The Set of 400: #201 – My Favorite Chicago St. Patrick’s Day Parade

Today! Because the guy did a Peter Pan right off of this dam right here –

The Fugitive (1993)

Directed by Andrew Davis (x2)

Starring Harrison Ford (x2), Tommy Lee Jones (x4), Joe Pantoliano (x3), Sela Ward, Julianne Moore (x2), Jeroen Krabbe, Andreas Katsulas, Ron Dean, Jane Lynch (x3), Neil Flynn (x3), Daniel Roebuck, L. Scott Caldwell, Tom Wood (x2), Richard Riehle

There is obviously no way they could’ve known while filming this movie that some fifteen years later, currently thirteen-year-old Joe – playing out the string in eighth grade in North Scranton – would pack up his meager half-double (also in North Scranton) and drive 700 miles to deposit said belongings in a one-bedroom apartment in Lincoln Park, Chicago, where he would quickly adopt all films set in the big town as virtual home movies, even ones made back when he was a thirteen-year-old, playing out the string in North Scranton. This is all about me, folks, and never more so now that we’ve officially reached the halfway point – post #200 counting down! [see bottom of page for actual halfway point] Plus, tomorrow is apparently Thanksgiving, if my future calendar reading is correct, so clearly we’ve all got a lot to be thankful for! Me getting this far, you for living to see half of my favorite movies from the years 1927 to 2013 get posts! Congratulations to us all!

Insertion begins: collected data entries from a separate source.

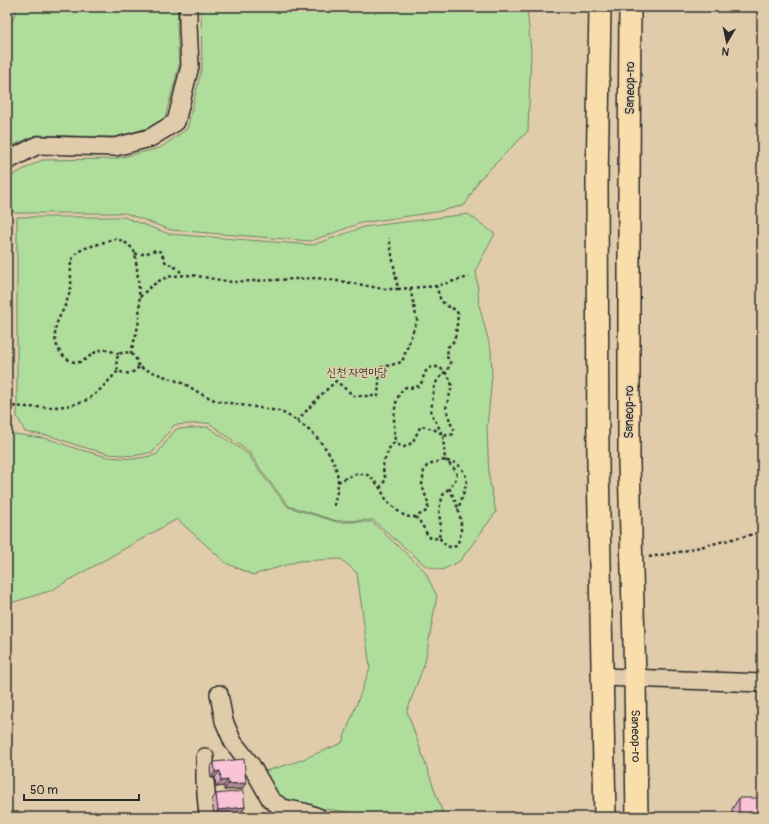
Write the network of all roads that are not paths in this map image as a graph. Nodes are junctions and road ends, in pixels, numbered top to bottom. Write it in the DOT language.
graph roads {
  1 [pos="188,7"];
  2 [pos="600,7"];
  3 [pos="630,7"];
  4 [pos="7,161"];
  5 [pos="603,677"];
  6 [pos="635,679"];
  7 [pos="762,683"];
  8 [pos="219,694"];
  9 [pos="205,757"];
  10 [pos="208,817"];
  11 [pos="318,817"];
  12 [pos="605,817"];
  13 [pos="637,817"];
  1 -- 4 [label="street"];
  2 -- 5 [label="main road"];
  3 -- 6 [label="main road, Saneop-ro"];
  5 -- 6 [label="street"];
  5 -- 12 [label="main road"];
  6 -- 7 [label="street"];
  6 -- 13 [label="main road, Saneop-ro"];
  8 -- 11 [label="street"];
  9 -- 10 [label="street"];
}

But really, congratulations to me

But I was a fan of The Fugitive long before I got that 312 area code house phone (Yeah I had a house phone for a little while! We didn’t know what we were about in 2008! Still rocking 570 on my cell to this day! Don’t call me!). Hell, I remember watching re-runs of the old David Janssen show when I was a kid, so I had some built in foreknowledge of what to expect. Sure, it took Janssen’s Kimball four years to catch up with the one-armed man, compared to Ford’s two hours, but still, basically the same thing. Except, of course, for all the death-defying ’90s style action, from temporary genre master Andrew Davis, who so effectively disguised Steven Seagal’s acting as good in Under Siege the year before. Train crashes! Parade chases! Jumping off that dam! It was an instantly iconic action film, in an era pretty loaded with them. And who better to head something like that up than running/jumping all-star Harrison Ford?!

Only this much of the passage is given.